WORK ORDER: Some lines hold the string "boebbbpmmdodomaojjieanlihcpomi". Copy all of them from the material that follows.

##### MATERIALS PROVIDED #####

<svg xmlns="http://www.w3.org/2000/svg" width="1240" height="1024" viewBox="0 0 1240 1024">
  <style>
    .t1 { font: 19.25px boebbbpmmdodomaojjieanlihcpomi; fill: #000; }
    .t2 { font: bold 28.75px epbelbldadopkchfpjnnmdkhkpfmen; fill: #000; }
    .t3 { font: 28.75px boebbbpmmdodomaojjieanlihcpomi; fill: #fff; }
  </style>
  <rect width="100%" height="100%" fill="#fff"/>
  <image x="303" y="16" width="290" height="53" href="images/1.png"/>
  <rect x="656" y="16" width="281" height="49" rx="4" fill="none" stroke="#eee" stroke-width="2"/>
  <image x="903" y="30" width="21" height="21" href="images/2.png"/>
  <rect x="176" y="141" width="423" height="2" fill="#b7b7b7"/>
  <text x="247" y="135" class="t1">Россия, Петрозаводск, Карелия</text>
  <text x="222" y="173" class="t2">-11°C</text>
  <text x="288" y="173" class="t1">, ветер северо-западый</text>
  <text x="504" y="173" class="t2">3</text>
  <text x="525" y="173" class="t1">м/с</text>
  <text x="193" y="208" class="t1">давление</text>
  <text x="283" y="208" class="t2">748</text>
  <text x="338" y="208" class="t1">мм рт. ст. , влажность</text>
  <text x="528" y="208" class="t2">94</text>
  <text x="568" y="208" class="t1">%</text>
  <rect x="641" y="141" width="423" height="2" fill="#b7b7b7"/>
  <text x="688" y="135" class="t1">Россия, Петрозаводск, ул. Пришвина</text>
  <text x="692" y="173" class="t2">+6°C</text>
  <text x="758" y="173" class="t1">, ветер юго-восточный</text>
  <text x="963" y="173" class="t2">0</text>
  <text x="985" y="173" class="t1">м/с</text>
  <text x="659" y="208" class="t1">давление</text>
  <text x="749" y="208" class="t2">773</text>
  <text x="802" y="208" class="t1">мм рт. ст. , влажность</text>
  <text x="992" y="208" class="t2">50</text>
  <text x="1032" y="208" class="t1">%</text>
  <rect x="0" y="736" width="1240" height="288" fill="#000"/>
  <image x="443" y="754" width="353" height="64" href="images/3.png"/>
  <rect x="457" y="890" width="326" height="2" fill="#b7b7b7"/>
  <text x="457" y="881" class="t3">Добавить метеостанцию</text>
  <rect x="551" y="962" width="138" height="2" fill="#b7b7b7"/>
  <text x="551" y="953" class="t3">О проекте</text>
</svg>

#####

ANSWER SECTION:
    .t1 { font: 19.25px boebbbpmmdodomaojjieanlihcpomi; fill: #000; }
    .t3 { font: 28.75px boebbbpmmdodomaojjieanlihcpomi; fill: #fff; }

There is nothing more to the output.